CPAN Size

acme on 2003-03-07T10:52:52

CPAN is 1.5G. That's how much diskspace will be taken up if you host a CPAN mirror. This morning I uncompressed every .tar.gz and .zip on CPAN for a laugh. The resulting, uncompressed mass of directories takes up 1.7G. Looks like compression isn't helping a great deal and tar and zip are mostly only good for packaging purposes.

Mmm, more stats...


Facinating, anyone for bz2?

ajt on 2003-03-07T11:28:46

I'm amazed by your finding that an uncompressed CPAN is only 13% larger than the compressed version.
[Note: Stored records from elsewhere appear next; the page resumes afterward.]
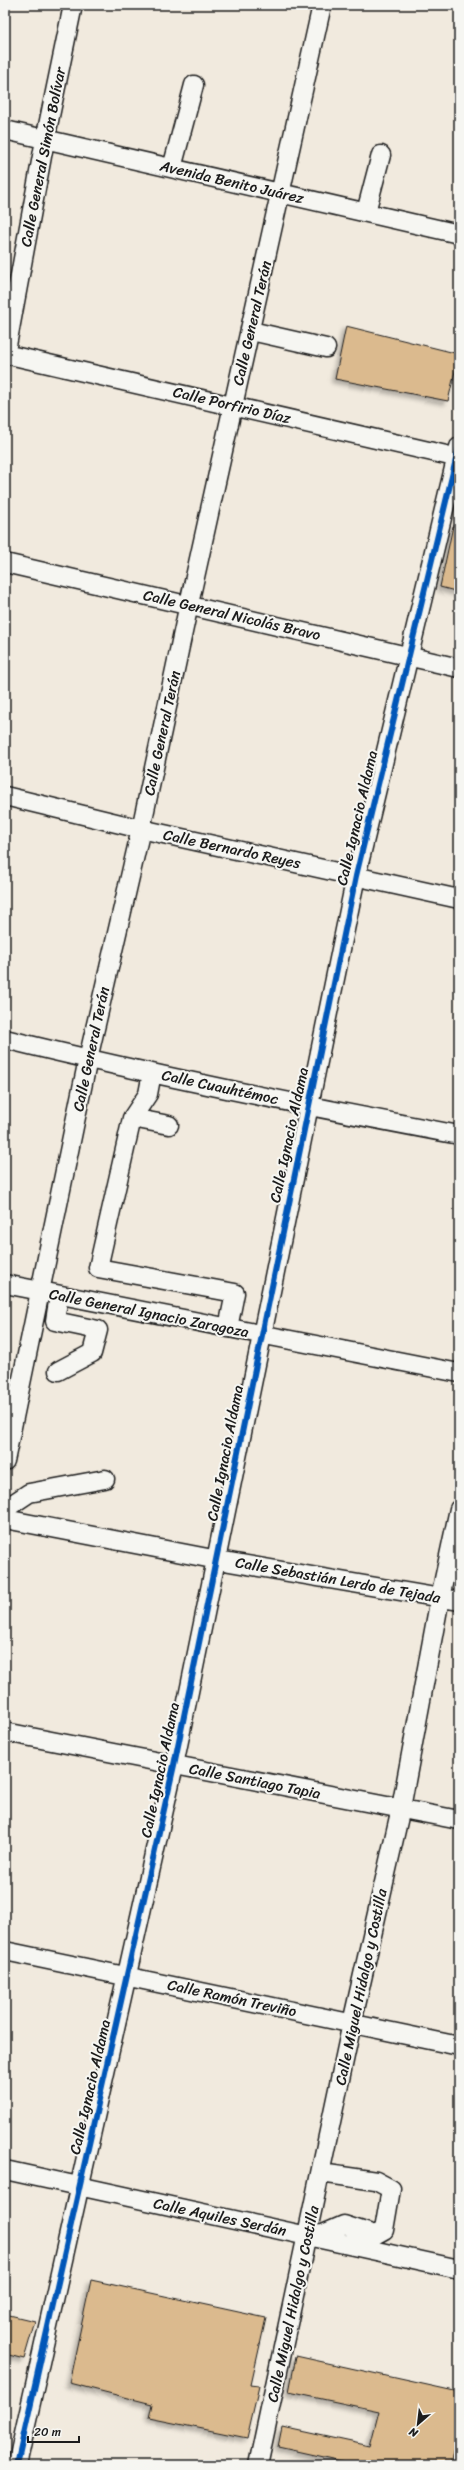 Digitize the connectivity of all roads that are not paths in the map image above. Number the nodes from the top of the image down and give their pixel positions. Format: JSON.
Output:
{"nodes":[{"id":1,"x":73,"y":5,"type":"edge"},
{"id":2,"x":322,"y":5,"type":"edge"},
{"id":3,"x":194,"y":85,"type":"dead end"},
{"id":4,"x":5,"y":130,"type":"edge"},
{"id":5,"x":45,"y":140,"type":"junction"},
{"id":6,"x":380,"y":155,"type":"dead end"},
{"id":7,"x":172,"y":168,"type":"junction"},
{"id":8,"x":281,"y":193,"type":"junction"},
{"id":9,"x":366,"y":212,"type":"junction"},
{"id":10,"x":459,"y":234,"type":"edge"},
{"id":11,"x":250,"y":331,"type":"junction"},
{"id":12,"x":326,"y":348,"type":"dead end"},
{"id":13,"x":5,"y":355,"type":"edge"},
{"id":14,"x":234,"y":406,"type":"junction"},
{"id":15,"x":458,"y":454,"type":"edge"},
{"id":16,"x":5,"y":563,"type":"edge"},
{"id":17,"x":189,"y":604,"type":"junction"},
{"id":18,"x":409,"y":656,"type":"junction"},
{"id":19,"x":459,"y":668,"type":"edge"},
{"id":20,"x":5,"y":796,"type":"edge"},
{"id":21,"x":141,"y":829,"type":"junction"},
{"id":22,"x":356,"y":876,"type":"junction"},
{"id":23,"x":459,"y":899,"type":"edge"},
{"id":24,"x":5,"y":1039,"type":"edge"},
{"id":25,"x":88,"y":1059,"type":"junction"},
{"id":26,"x":152,"y":1073,"type":"junction"},
{"id":27,"x":308,"y":1106,"type":"junction"},
{"id":28,"x":132,"y":1118,"type":"junction"},
{"id":29,"x":170,"y":1125,"type":"dead end"},
{"id":30,"x":459,"y":1134,"type":"edge"},
{"id":31,"x":5,"y":1284,"type":"edge"},
{"id":32,"x":40,"y":1291,"type":"junction"},
{"id":33,"x":59,"y":1295,"type":"junction"},
{"id":34,"x":228,"y":1328,"type":"junction"},
{"id":35,"x":261,"y":1334,"type":"junction"},
{"id":36,"x":58,"y":1372,"type":"dead end"},
{"id":37,"x":459,"y":1373,"type":"edge"},
{"id":38,"x":5,"y":1461,"type":"edge"},
{"id":39,"x":105,"y":1479,"type":"dead end"},
{"id":40,"x":5,"y":1509,"type":"edge"},
{"id":41,"x":459,"y":1509,"type":"edge"},
{"id":42,"x":5,"y":1519,"type":"edge"},
{"id":43,"x":218,"y":1560,"type":"junction"},
{"id":44,"x":440,"y":1598,"type":"junction"},
{"id":45,"x":459,"y":1601,"type":"edge"},
{"id":46,"x":5,"y":1732,"type":"edge"},
{"id":47,"x":174,"y":1765,"type":"junction"},
{"id":48,"x":401,"y":1808,"type":"junction"},
{"id":49,"x":459,"y":1820,"type":"edge"},
{"id":50,"x":5,"y":1951,"type":"edge"},
{"id":51,"x":128,"y":1977,"type":"junction"},
{"id":52,"x":352,"y":2023,"type":"junction"},
{"id":53,"x":459,"y":2046,"type":"edge"},
{"id":54,"x":5,"y":2170,"type":"edge"},
{"id":55,"x":321,"y":2173,"type":"junction"},
{"id":56,"x":81,"y":2186,"type":"junction"},
{"id":57,"x":308,"y":2236,"type":"junction"},
{"id":58,"x":459,"y":2269,"type":"edge"},
{"id":59,"x":5,"y":2464,"type":"edge"},
{"id":60,"x":11,"y":2465,"type":"edge"},
{"id":61,"x":17,"y":2465,"type":"edge"},
{"id":62,"x":258,"y":2465,"type":"edge"}],
"edges":[{"from":1,"to":5,"type":"street","name":"Calle General Simón Bolívar"},
{"from":2,"to":8,"type":"street","name":"Calle General Terán"},
{"from":3,"to":7,"type":"street"},
{"from":4,"to":5,"type":"street","name":"Avenida Benito Juárez"},
{"from":5,"to":7,"type":"street","name":"Avenida Benito Juárez"},
{"from":5,"to":13,"type":"street","name":"Calle General Simón Bolívar"},
{"from":6,"to":9,"type":"street"},
{"from":7,"to":8,"type":"street","name":"Avenida Benito Juárez"},
{"from":8,"to":9,"type":"street","name":"Avenida Benito Juárez"},
{"from":8,"to":11,"type":"street","name":"Calle General Terán"},
{"from":9,"to":10,"type":"street","name":"Avenida Benito Juárez"},
{"from":11,"to":12,"type":"street"},
{"from":11,"to":14,"type":"street","name":"Calle General Terán"},
{"from":13,"to":14,"type":"street","name":"Calle Porfirio Díaz"},
{"from":14,"to":15,"type":"street","name":"Calle Porfirio Díaz"},
{"from":14,"to":17,"type":"street","name":"Calle General Terán"},
{"from":15,"to":18,"type":"street","name":"Calle Ignacio Aldama"},
{"from":16,"to":17,"type":"street","name":"Calle General Nicolás Bravo"},
{"from":17,"to":18,"type":"street","name":"Calle General Nicolás Bravo"},
{"from":17,"to":21,"type":"street","name":"Calle General Terán"},
{"from":18,"to":19,"type":"street","name":"Calle General Nicolás Bravo"},
{"from":18,"to":22,"type":"street","name":"Calle Ignacio Aldama"},
{"from":20,"to":21,"type":"street","name":"Calle Bernardo Reyes"},
{"from":21,"to":22,"type":"street","name":"Calle Bernardo Reyes"},
{"from":21,"to":25,"type":"street","name":"Calle General Terán"},
{"from":22,"to":23,"type":"street","name":"Calle Bernardo Reyes"},
{"from":22,"to":27,"type":"street","name":"Calle Ignacio Aldama"},
{"from":24,"to":25,"type":"street","name":"Calle Cuauhtémoc"},
{"from":25,"to":26,"type":"street","name":"Calle Cuauhtémoc"},
{"from":25,"to":32,"type":"street","name":"Calle General Terán"},
{"from":26,"to":27,"type":"street","name":"Calle Cuauhtémoc"},
{"from":26,"to":28,"type":"street"},
{"from":27,"to":30,"type":"street","name":"Calle Cuauhtémoc"},
{"from":27,"to":35,"type":"street","name":"Calle Ignacio Aldama"},
{"from":28,"to":29,"type":"street"},
{"from":28,"to":34,"type":"street"},
{"from":31,"to":32,"type":"street","name":"Calle General Ignacio Zaragoza"},
{"from":32,"to":33,"type":"street","name":"Calle General Ignacio Zaragoza"},
{"from":32,"to":38,"type":"street","name":"Calle General Terán"},
{"from":33,"to":34,"type":"street","name":"Calle General Ignacio Zaragoza"},
{"from":33,"to":36,"type":"street"},
{"from":34,"to":35,"type":"street","name":"Calle General Ignacio Zaragoza"},
{"from":35,"to":37,"type":"street","name":"Calle General Ignacio Zaragoza"},
{"from":35,"to":43,"type":"street","name":"Calle Ignacio Aldama"},
{"from":39,"to":40,"type":"street"},
{"from":41,"to":44,"type":"street","name":"Calle Miguel Hidalgo y Costilla"},
{"from":42,"to":43,"type":"street","name":"Calle Sebastián Lerdo de Tejada"},
{"from":43,"to":44,"type":"street","name":"Calle Sebastián Lerdo de Tejada"},
{"from":43,"to":47,"type":"street","name":"Calle Ignacio Aldama"},
{"from":44,"to":45,"type":"street","name":"Calle Sebastián Lerdo de Tejada"},
{"from":44,"to":48,"type":"street","name":"Calle Miguel Hidalgo y Costilla"},
{"from":46,"to":47,"type":"street","name":"Calle Santiago Tapia"},
{"from":47,"to":48,"type":"street","name":"Calle Santiago Tapia"},
{"from":47,"to":51,"type":"street","name":"Calle Ignacio Aldama"},
{"from":48,"to":49,"type":"street","name":"Calle Santiago Tapia"},
{"from":48,"to":52,"type":"street","name":"Calle Miguel Hidalgo y Costilla"},
{"from":50,"to":51,"type":"street","name":"Calle Ramón Treviño"},
{"from":51,"to":52,"type":"street","name":"Calle Ramón Treviño"},
{"from":51,"to":56,"type":"street","name":"Calle Ignacio Aldama"},
{"from":52,"to":53,"type":"street","name":"Calle Ramón Treviño"},
{"from":52,"to":55,"type":"street","name":"Calle Miguel Hidalgo y Costilla"},
{"from":54,"to":56,"type":"street","name":"Calle Aquiles Serdán"},
{"from":55,"to":57,"type":"street","name":"Calle Miguel Hidalgo y Costilla"},
{"from":55,"to":57,"type":"street"},
{"from":56,"to":57,"type":"street","name":"Calle Aquiles Serdán"},
{"from":56,"to":61,"type":"street","name":"Calle Ignacio Aldama"},
{"from":57,"to":58,"type":"street","name":"Calle Aquiles Serdán"},
{"from":57,"to":62,"type":"street","name":"Calle Miguel Hidalgo y Costilla"},
{"from":59,"to":60,"type":"street"}]} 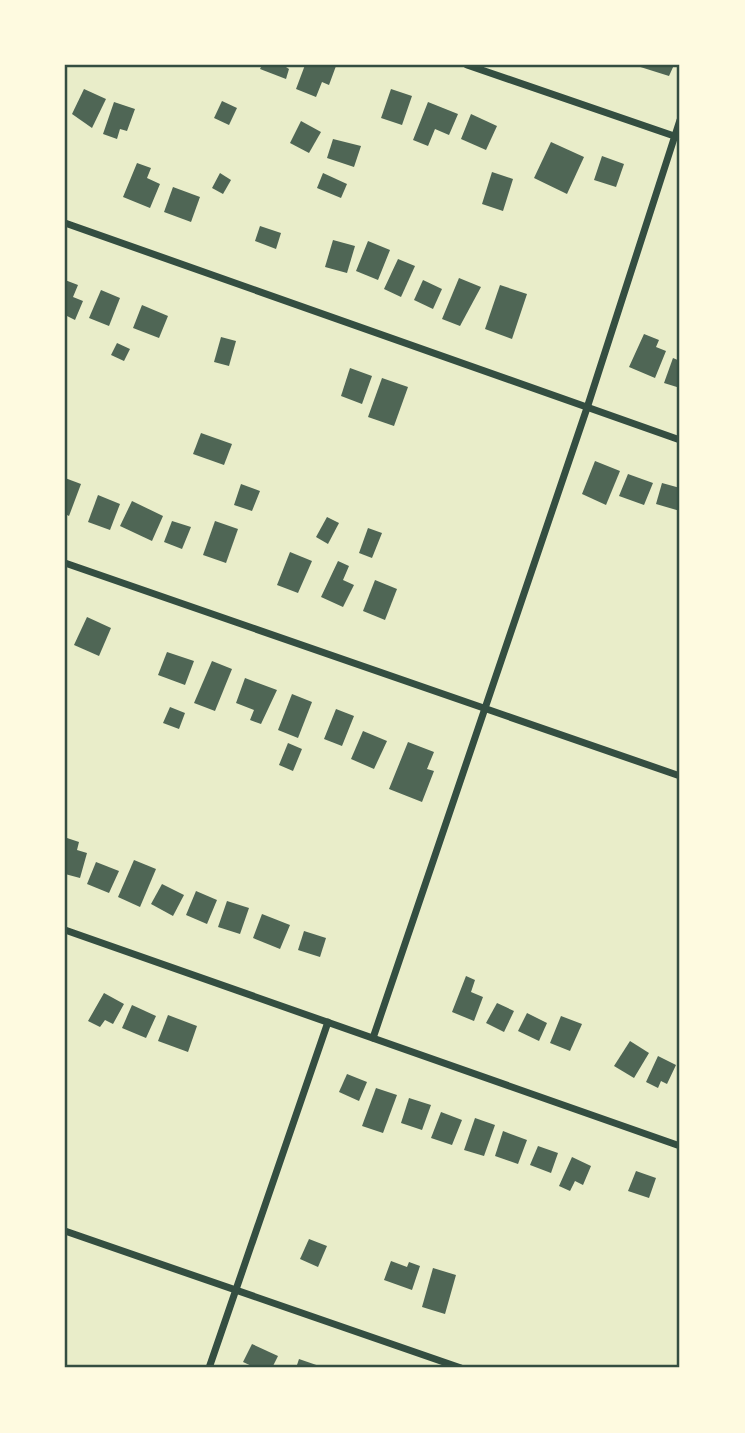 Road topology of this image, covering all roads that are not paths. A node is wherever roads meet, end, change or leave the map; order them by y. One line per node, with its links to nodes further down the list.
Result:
1 (467, 65): 3 (street)
2 (680, 120): 3 (street)
3 (679, 138): 5 (street)
4 (65, 223): 5 (street)
5 (587, 408): 6 (street); 8 (street)
6 (680, 440)
7 (65, 563): 8 (street)
8 (486, 709): 9 (street); 12 (street)
9 (680, 776)
10 (65, 930): 11 (street)
11 (328, 1023): 12 (street); 15 (street)
12 (373, 1038): 13 (street)
13 (680, 1146)
14 (65, 1231): 15 (street)
15 (236, 1290): 16 (street); 17 (street)
16 (209, 1368)
17 (461, 1368) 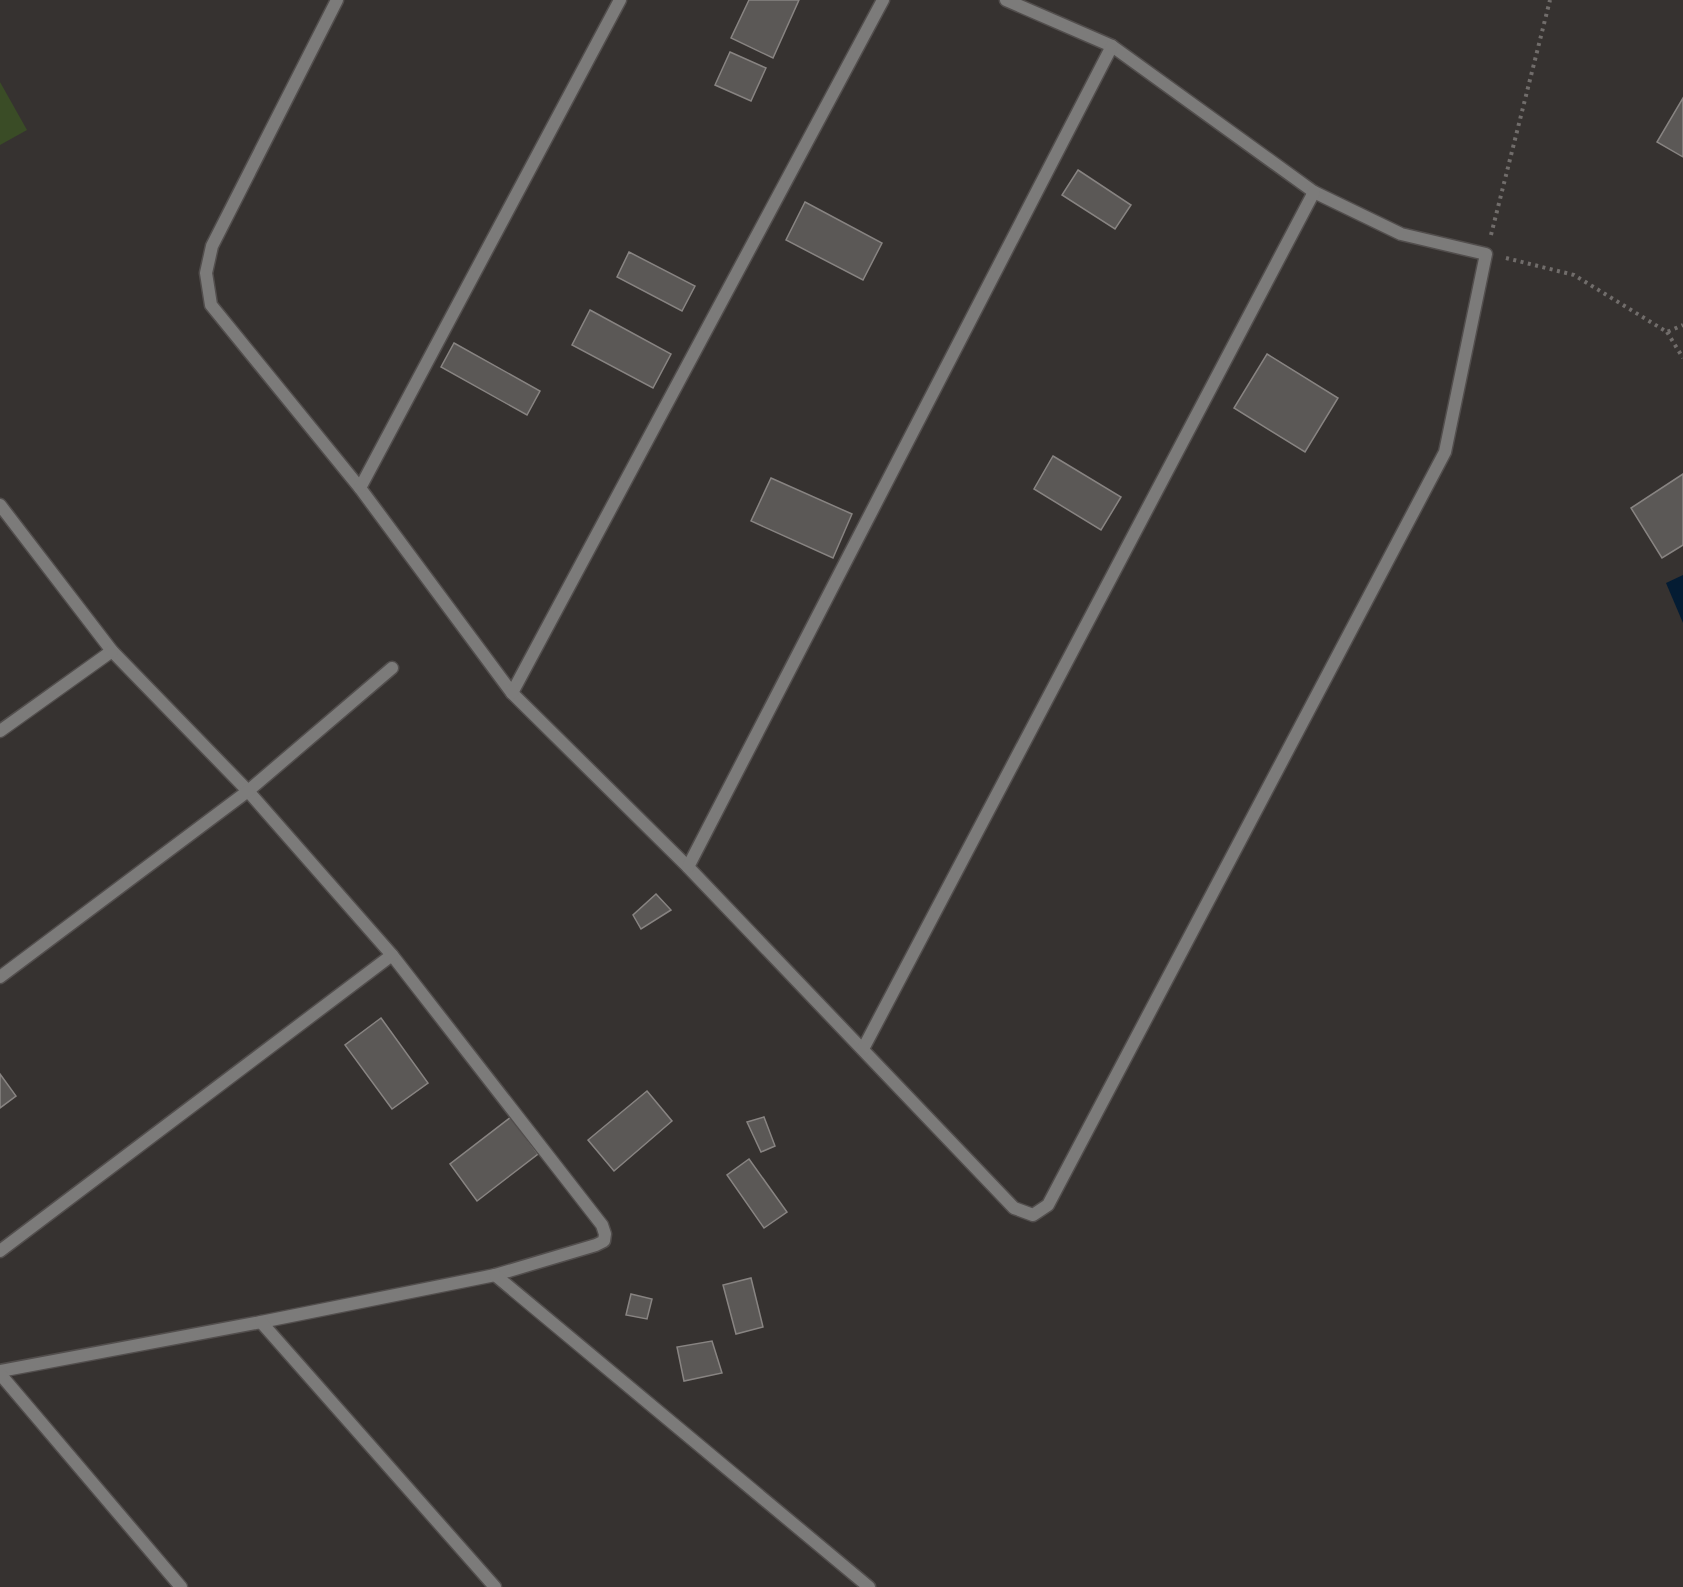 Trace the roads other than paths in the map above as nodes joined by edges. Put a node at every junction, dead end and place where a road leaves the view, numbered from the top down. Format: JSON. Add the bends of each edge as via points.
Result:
{"nodes":[{"id":1,"x":337,"y":0,"type":"edge"},
{"id":2,"x":620,"y":0,"type":"edge"},
{"id":3,"x":883,"y":0,"type":"edge"},
{"id":4,"x":1006,"y":0,"type":"edge"},
{"id":5,"x":1112,"y":46,"type":"junction"},
{"id":6,"x":1314,"y":192,"type":"junction"},
{"id":7,"x":360,"y":488,"type":"junction"},
{"id":8,"x":0,"y":505,"type":"edge"},
{"id":9,"x":112,"y":651,"type":"junction"},
{"id":10,"x":392,"y":668,"type":"dead end"},
{"id":11,"x":512,"y":693,"type":"junction"},
{"id":12,"x":0,"y":731,"type":"edge"},
{"id":13,"x":248,"y":791,"type":"junction"},
{"id":14,"x":688,"y":867,"type":"junction"},
{"id":15,"x":392,"y":955,"type":"junction"},
{"id":16,"x":0,"y":977,"type":"edge"},
{"id":17,"x":863,"y":1049,"type":"junction"},
{"id":18,"x":0,"y":1251,"type":"edge"},
{"id":19,"x":495,"y":1275,"type":"junction"},
{"id":20,"x":261,"y":1322,"type":"junction"},
{"id":21,"x":0,"y":1372,"type":"edge"},
{"id":22,"x":181,"y":1587,"type":"edge"},
{"id":23,"x":495,"y":1587,"type":"edge"},
{"id":24,"x":869,"y":1587,"type":"edge"}],
"edges":[{"from":1,"to":7,"type":"street","via":[[212,246],[206,273],[211,305]]},
{"from":2,"to":7,"type":"street"},
{"from":3,"to":11,"type":"street"},
{"from":4,"to":5,"type":"street"},
{"from":5,"to":6,"type":"street"},
{"from":5,"to":14,"type":"street"},
{"from":6,"to":17,"type":"street"},
{"from":6,"to":17,"type":"street","via":[[1401,234],[1486,254],[1445,452],[1048,1204],[1033,1215],[1014,1208]]},
{"from":7,"to":11,"type":"street"},
{"from":8,"to":9,"type":"street"},
{"from":9,"to":12,"type":"street"},
{"from":9,"to":13,"type":"street"},
{"from":10,"to":13,"type":"street"},
{"from":11,"to":14,"type":"street"},
{"from":13,"to":15,"type":"street"},
{"from":13,"to":16,"type":"street"},
{"from":14,"to":17,"type":"street"},
{"from":15,"to":18,"type":"street"},
{"from":15,"to":19,"type":"street","via":[[602,1225],[605,1234],[604,1241],[596,1245]]},
{"from":19,"to":20,"type":"street"},
{"from":19,"to":24,"type":"street"},
{"from":20,"to":21,"type":"street"},
{"from":20,"to":23,"type":"street"},
{"from":21,"to":22,"type":"street"}]}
I would have thought that anything text based like a Perl module should compress very well, even with ZIP or tar.gz.

I wonder what is taking all the space up and is uncompressible?

I know in the cygwin world bzip2 is very popular, and I've wondered if going forward it would be useful for CPAN or future CPAN to support it as well, to squeeze a little more compression in.

Re:Facinating, anyone for bz2?

hfb on 2003-03-07T14:53:12

thousands of tiny little files...

Re:Facinating, anyone for bz2?

TorgoX on 2003-03-08T04:07:09

But a .tar.gz doesn't feed the gzip algorithm thousands of tiny little files; it's just one file by that time.

Re:Facinating, anyone for bz2?

hfb on 2003-03-08T07:06:15

no, but there isn't much compression to be had in a 3k file no matter what algorithm you use. I recall that the average filesize is around 50k....gz, bz, Z ...it'll all be much the same result.

Re:Facinating, anyone for bz2?

Elian on 2003-03-07T16:12:19

Elaine's right, and bz2 won't help here. Maybe you'd squeeze things down by another 1%. Maybe. There's a lot of overhead to small files--modern compression programs work better the larger their input, and perl modules just aren't that big. There's also a lot of uncompressable overhead in the tar file structure information.

If you wanted to compress perl modules better, you'd want a denser file packing scheme than tar, and build a compression scheme that was prepopulated with a lot of the common perl substrings already, so they didn't need to be discovered at compression time. You might see 20-25% compression at that point, if you got really lucky.

Re:Facinating, anyone for bz2?

ajt on 2003-03-07T18:46:54

While I agree that bz2 or someother compressor isn't going to fix the problem, I do find that on a tar of text files, it's quite a bit more than 1% efficient than gzip.

I can't comment on replacing the tar structure, but I've seen comments on it's weaknesses in other places too.

I'm still amazed at how little compression there is in CPAN, the latest module I've uploaded for example, shrank from 90kb to 24kb with gzip (22kb with bz2). What is in there that doesn't compress?

Re:Facinating, anyone for bz2?

Elian on 2003-03-07T19:12:25

Look at the size of many of the files on CPAN. I don't have the space to slurp the whole thing down for analysis, but a quick scan through shows that a huge number of the archives are tiny--less than 15K. Lots of them are less than 10K. Thats of a size where compressors just don't have enough to work with to make much of a difference, so it doesn't matter what compressor you're using, as there isn't enough there to compress at all usefully.

It's not that the data on CPAN is oddly uncompressible. It's that the data's in such small chunks that the compressors run out of data before they can actually do much with it.

To be fair...

belg4mit on 2003-03-07T17:19:31

A module's source is not the size of a module.
In particular, the size of a moderately complicated binary (XS module) is significantly larger than the source.

Also, what if you only take the latest (or latest two) versions of any given module? A lot of authors haven't heard that BackPAN exists, and that the Master Librarian would like to see things under 700 MB.

Blame

pudge on 2003-03-11T16:33:50

Top 10:
124516  G/GR/GRAHAMC
82364   J/JH/JHI
69932   G/GS/GSAR
63344   C/CN/CNANDOR
31616   N/NI/NI-S
31588   I/IL/ILYAZ
28928   K/KR/KRISHPL
25244   T/TI/TIMB
24788   L/LD/LDS
20228   B/BI/BIRNEY
All of the above, though, have perl distributions (or documentation distributions).